*Problem requirements*
Wherever the word "paths" occurs in the listing, copy the whole line.

*Data supplied*
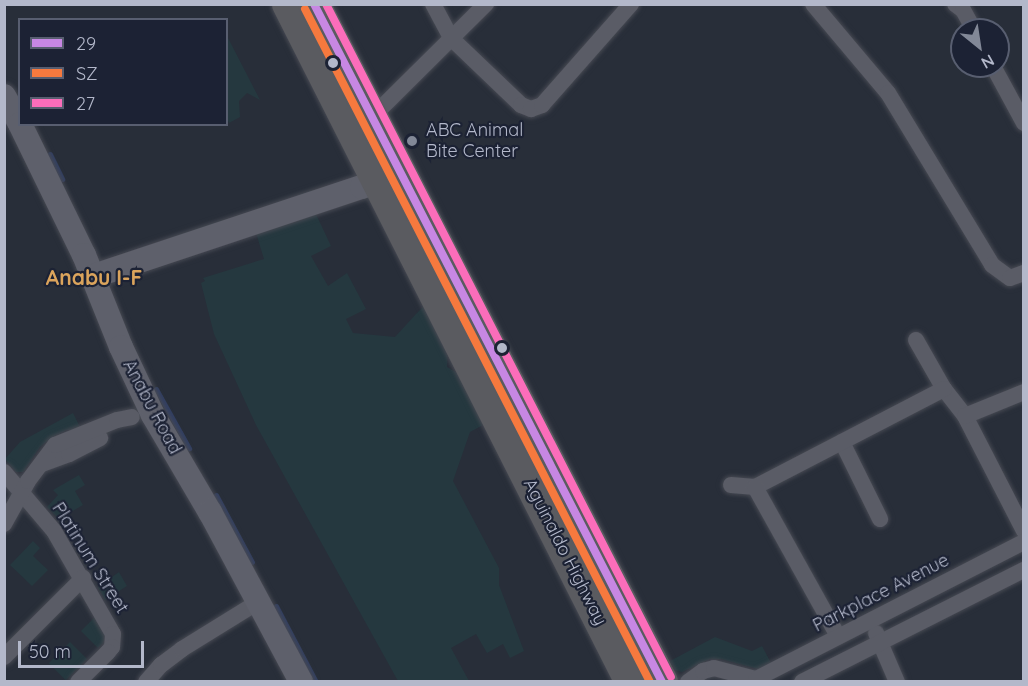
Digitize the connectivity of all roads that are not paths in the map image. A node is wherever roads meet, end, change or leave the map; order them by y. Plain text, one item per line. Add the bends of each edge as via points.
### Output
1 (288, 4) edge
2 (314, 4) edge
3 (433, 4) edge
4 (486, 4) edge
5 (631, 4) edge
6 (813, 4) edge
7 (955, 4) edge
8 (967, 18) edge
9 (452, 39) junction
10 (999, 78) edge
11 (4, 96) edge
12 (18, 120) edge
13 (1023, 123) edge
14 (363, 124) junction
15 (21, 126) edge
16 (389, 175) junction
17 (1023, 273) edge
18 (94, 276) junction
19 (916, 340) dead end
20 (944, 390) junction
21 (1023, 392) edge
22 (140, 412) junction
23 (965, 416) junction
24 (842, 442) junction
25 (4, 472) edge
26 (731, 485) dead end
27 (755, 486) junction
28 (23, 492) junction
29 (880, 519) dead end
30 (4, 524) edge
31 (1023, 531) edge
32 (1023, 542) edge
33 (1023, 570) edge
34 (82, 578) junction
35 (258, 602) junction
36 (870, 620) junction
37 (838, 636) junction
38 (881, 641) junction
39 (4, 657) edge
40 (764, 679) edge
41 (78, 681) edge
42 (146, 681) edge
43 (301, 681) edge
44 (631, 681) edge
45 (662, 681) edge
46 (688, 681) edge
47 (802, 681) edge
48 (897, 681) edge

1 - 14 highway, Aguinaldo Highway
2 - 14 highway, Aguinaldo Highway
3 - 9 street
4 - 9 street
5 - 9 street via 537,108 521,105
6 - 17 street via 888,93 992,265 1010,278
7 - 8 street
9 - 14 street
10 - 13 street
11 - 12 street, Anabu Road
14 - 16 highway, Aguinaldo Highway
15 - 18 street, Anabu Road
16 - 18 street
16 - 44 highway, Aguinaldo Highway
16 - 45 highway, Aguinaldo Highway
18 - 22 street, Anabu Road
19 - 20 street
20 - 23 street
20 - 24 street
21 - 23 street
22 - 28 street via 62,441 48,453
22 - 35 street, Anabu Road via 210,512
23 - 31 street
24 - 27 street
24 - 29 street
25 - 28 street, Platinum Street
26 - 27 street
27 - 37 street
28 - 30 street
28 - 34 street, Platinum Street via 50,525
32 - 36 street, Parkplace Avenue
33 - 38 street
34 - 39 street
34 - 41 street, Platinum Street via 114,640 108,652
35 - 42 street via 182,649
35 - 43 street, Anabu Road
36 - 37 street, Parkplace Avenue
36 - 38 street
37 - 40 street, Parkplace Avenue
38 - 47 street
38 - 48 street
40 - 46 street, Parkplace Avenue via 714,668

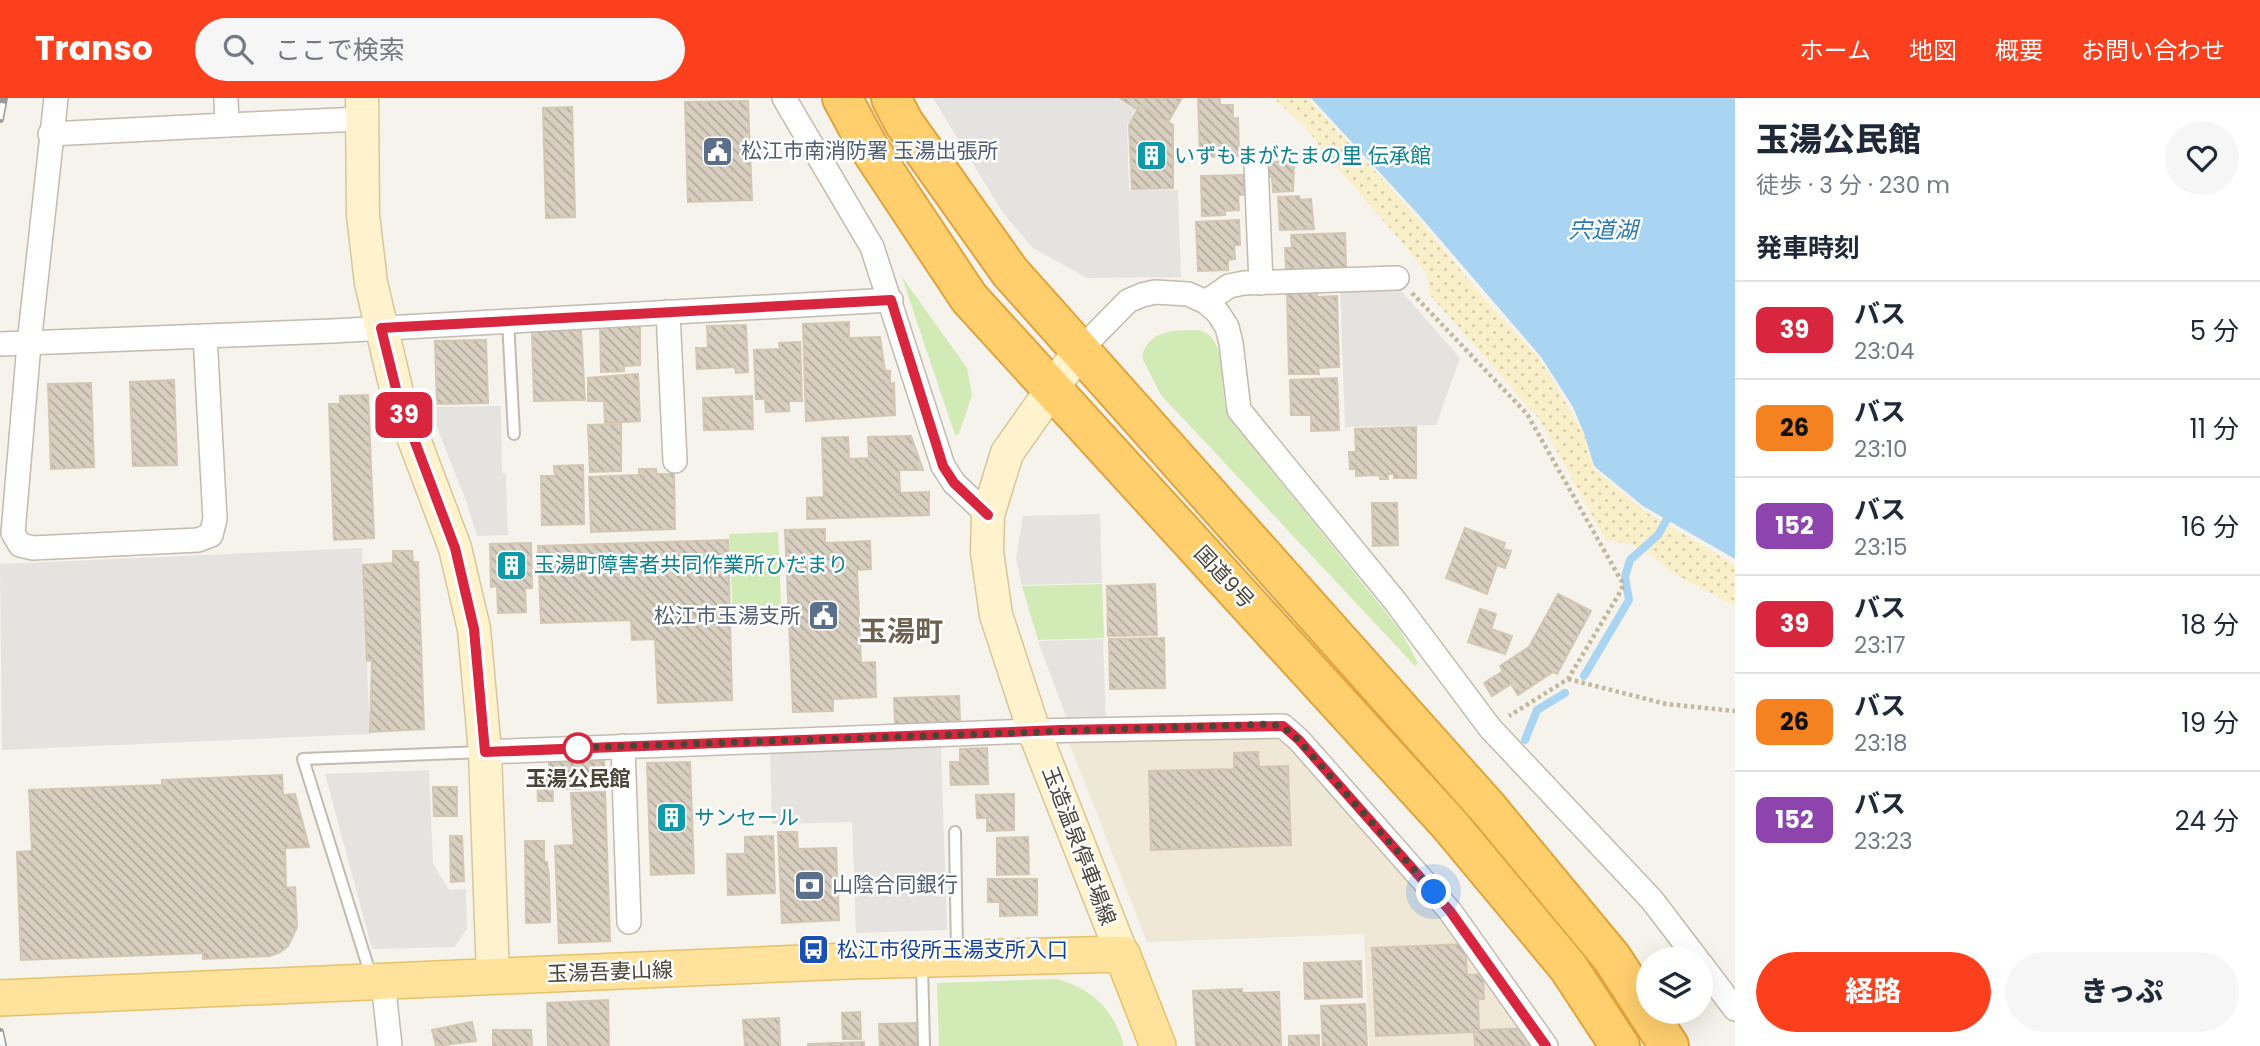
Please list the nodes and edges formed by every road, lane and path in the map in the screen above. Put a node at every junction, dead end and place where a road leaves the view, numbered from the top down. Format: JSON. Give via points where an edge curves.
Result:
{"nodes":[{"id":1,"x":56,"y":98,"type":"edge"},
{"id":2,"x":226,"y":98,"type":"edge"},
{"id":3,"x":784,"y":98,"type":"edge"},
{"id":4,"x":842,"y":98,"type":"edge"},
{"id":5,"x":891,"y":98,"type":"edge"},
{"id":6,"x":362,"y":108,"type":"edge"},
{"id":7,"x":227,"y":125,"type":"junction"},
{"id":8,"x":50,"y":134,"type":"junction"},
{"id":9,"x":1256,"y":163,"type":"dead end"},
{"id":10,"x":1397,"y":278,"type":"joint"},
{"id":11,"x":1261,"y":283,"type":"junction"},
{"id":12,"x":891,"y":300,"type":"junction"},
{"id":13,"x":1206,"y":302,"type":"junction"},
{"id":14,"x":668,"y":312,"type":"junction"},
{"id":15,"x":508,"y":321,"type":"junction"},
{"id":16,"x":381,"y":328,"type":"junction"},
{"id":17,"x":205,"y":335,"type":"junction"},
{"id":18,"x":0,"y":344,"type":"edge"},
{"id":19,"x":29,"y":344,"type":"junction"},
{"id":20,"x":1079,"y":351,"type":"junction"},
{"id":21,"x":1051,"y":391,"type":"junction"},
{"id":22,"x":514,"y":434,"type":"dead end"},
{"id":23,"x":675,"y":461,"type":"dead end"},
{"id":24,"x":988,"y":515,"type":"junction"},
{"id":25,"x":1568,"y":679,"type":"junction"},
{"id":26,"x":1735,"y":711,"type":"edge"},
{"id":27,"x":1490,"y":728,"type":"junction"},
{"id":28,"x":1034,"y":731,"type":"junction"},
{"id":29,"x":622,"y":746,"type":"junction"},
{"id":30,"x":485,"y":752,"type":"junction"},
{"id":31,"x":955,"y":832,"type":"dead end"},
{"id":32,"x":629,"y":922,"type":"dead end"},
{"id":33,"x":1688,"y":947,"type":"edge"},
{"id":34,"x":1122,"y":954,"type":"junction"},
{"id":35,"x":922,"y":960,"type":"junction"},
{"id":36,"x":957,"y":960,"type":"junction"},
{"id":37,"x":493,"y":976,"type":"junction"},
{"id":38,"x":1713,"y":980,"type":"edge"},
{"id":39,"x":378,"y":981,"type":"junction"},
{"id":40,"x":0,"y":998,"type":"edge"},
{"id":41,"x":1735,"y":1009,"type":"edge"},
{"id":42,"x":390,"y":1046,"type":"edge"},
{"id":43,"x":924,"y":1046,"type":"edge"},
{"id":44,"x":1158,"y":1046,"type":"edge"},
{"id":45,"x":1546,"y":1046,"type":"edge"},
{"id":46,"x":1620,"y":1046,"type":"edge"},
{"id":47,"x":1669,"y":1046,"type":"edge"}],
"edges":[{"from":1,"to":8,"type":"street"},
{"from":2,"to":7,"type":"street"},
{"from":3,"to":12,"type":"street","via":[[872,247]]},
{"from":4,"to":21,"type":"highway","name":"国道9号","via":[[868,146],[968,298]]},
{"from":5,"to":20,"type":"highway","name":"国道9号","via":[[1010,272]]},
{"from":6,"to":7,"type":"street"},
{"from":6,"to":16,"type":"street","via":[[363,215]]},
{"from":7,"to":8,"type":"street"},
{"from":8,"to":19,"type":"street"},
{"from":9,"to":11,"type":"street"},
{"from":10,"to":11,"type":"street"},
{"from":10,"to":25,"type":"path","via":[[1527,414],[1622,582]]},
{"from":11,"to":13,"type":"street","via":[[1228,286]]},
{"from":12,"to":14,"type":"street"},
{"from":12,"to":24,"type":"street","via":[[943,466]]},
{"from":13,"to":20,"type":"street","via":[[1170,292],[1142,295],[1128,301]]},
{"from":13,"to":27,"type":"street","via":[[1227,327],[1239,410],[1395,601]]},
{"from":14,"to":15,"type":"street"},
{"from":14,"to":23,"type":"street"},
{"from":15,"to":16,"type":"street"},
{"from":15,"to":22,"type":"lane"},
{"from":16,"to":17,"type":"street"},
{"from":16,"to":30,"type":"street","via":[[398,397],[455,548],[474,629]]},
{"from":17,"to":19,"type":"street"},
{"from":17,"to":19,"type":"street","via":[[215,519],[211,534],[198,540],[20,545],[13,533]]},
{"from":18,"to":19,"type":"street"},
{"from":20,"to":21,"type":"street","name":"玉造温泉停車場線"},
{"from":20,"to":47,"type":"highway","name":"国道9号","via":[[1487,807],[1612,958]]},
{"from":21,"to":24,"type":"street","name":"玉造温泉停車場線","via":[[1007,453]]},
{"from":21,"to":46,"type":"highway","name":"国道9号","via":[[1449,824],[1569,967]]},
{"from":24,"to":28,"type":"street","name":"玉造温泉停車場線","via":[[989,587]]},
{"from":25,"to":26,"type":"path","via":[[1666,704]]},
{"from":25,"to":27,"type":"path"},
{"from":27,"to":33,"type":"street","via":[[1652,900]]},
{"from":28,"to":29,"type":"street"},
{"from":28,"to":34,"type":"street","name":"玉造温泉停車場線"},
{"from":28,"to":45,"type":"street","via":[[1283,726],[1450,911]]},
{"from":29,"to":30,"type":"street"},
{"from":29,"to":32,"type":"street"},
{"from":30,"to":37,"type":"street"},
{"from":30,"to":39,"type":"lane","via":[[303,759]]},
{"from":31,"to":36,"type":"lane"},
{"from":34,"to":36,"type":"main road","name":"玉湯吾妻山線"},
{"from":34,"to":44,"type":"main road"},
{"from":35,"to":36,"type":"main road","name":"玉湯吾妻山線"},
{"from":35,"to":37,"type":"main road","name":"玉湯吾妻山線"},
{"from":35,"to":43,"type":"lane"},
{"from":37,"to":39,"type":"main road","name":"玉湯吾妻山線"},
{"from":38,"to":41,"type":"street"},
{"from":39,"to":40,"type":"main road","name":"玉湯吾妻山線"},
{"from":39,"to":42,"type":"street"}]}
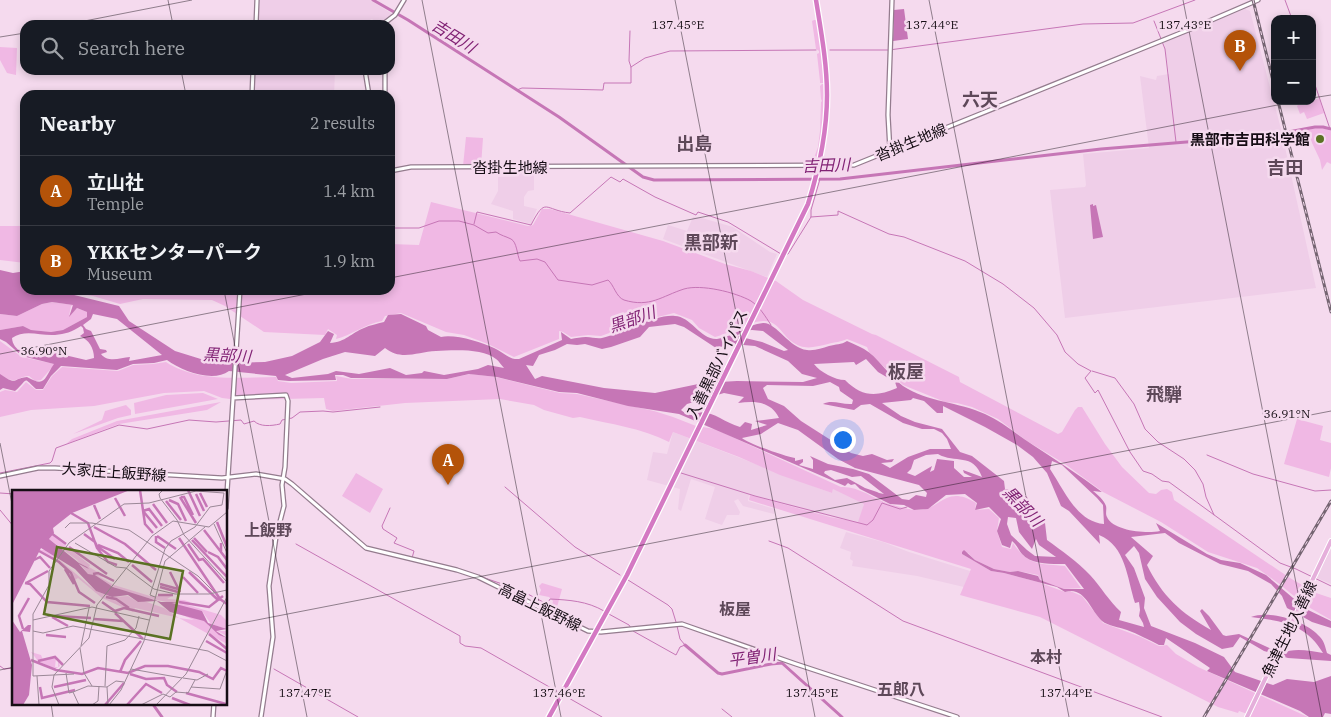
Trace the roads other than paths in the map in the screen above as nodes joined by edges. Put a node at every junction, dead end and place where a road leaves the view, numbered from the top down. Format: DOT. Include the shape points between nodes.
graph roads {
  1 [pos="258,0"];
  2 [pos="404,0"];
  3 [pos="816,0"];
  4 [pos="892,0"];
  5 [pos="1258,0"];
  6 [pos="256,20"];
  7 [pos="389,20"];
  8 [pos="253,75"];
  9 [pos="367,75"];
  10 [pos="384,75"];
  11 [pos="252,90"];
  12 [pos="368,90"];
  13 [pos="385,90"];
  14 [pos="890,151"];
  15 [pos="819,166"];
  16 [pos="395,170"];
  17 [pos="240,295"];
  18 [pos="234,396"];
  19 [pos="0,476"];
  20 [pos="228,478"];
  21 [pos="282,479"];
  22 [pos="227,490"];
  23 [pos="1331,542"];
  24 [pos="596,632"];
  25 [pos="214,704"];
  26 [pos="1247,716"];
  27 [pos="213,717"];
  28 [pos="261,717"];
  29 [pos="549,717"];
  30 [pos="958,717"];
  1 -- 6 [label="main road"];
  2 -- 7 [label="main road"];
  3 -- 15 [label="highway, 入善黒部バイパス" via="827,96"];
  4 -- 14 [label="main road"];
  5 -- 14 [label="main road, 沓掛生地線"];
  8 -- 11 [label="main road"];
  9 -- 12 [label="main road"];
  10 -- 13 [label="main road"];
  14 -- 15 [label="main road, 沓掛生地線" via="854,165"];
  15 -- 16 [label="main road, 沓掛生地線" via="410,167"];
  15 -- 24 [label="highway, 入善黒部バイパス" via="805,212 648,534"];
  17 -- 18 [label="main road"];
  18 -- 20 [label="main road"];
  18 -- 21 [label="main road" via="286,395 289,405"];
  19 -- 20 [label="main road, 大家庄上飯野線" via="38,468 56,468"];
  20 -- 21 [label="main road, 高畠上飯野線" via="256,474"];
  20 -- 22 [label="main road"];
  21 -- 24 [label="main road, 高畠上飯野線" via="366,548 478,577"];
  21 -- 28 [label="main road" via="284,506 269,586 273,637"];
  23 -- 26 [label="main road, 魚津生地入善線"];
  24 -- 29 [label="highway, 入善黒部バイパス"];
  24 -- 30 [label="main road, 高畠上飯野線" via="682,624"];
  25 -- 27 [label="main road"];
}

*Final answer*
Digitize the connectivity of all roads that are not paths in the map image. A node is wherever roads meet, end, change or leave the map; order them by y. Plain text, one item per line. Add the bends of each edge as via points.
Trace the roads other than paths in the map in the screen above as nodes joined by edges. Put a node at every junction, dead end and place where a road leaves the view, numbered from the top down. Format: DOT. Include the shape points between nodes.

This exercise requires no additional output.